If a line in the records below contains the word "Carlos", copy it out.

-------------------------

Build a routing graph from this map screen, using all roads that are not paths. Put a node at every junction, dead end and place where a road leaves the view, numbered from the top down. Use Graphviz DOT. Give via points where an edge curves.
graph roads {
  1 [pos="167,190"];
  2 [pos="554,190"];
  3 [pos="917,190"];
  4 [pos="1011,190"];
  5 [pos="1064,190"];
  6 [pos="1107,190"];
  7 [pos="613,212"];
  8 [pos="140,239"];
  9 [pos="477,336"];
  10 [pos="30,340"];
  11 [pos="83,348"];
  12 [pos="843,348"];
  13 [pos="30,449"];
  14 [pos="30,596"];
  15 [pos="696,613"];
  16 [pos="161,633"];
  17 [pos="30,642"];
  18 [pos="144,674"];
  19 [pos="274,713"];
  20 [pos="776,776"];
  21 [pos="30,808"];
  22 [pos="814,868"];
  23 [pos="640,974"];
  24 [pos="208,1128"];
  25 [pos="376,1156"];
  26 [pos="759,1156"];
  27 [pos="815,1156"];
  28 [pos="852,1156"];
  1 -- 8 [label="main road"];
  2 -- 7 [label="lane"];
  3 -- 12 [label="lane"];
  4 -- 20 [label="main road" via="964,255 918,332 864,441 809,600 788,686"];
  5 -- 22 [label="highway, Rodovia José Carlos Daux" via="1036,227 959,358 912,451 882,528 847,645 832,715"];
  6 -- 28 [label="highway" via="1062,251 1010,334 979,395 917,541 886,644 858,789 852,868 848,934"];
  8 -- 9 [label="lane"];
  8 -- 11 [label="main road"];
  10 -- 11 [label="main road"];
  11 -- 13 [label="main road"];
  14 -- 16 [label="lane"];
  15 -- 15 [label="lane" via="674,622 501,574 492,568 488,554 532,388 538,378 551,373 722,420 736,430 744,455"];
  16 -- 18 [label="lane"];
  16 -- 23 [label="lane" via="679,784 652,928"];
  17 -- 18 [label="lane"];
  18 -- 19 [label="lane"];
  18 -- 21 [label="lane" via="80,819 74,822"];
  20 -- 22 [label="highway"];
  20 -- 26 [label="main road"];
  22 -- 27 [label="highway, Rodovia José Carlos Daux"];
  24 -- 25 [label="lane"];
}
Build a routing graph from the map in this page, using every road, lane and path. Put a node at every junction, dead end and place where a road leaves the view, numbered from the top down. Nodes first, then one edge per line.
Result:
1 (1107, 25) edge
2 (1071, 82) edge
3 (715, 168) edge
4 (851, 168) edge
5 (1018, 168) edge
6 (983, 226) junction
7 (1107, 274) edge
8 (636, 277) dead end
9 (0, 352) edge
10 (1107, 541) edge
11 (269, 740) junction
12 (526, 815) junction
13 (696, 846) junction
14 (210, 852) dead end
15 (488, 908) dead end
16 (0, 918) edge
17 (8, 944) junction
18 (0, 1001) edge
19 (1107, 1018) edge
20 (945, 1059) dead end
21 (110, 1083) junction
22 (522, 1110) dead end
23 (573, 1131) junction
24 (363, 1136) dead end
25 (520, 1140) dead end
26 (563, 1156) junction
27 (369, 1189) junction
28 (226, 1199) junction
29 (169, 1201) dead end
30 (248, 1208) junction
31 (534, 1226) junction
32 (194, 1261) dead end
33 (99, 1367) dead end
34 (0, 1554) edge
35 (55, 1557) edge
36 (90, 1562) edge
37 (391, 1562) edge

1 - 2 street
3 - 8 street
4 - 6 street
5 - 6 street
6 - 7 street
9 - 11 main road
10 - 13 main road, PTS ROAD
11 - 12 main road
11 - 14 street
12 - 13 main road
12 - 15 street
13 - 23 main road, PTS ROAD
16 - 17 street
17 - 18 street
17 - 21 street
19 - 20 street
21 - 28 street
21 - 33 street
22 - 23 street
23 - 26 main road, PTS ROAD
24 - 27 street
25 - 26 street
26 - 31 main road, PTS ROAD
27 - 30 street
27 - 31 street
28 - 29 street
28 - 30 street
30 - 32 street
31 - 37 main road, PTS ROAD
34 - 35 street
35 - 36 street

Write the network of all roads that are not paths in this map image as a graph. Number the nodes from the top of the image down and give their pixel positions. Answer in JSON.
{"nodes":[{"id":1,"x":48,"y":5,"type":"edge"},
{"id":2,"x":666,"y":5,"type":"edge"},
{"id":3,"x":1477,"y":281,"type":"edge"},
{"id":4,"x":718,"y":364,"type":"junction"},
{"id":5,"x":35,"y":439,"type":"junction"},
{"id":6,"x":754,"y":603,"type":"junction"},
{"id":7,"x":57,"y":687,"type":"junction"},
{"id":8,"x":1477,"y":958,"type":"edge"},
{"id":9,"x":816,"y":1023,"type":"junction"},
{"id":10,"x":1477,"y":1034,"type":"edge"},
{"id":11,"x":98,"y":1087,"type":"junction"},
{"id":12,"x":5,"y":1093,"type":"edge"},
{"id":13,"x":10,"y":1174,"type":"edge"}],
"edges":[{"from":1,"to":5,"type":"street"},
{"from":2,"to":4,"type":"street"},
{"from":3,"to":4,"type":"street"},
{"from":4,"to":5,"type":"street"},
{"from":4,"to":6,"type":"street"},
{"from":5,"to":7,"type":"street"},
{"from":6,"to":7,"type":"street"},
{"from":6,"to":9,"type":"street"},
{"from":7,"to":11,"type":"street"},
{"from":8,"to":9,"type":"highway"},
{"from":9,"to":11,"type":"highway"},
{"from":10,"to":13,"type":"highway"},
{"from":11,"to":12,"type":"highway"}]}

-------------------------

_REPLY TO THE EXERCISE_
  5 -- 22 [label="highway, Rodovia José Carlos Daux" via="1036,227 959,358 912,451 882,528 847,645 832,715"];
  22 -- 27 [label="highway, Rodovia José Carlos Daux"];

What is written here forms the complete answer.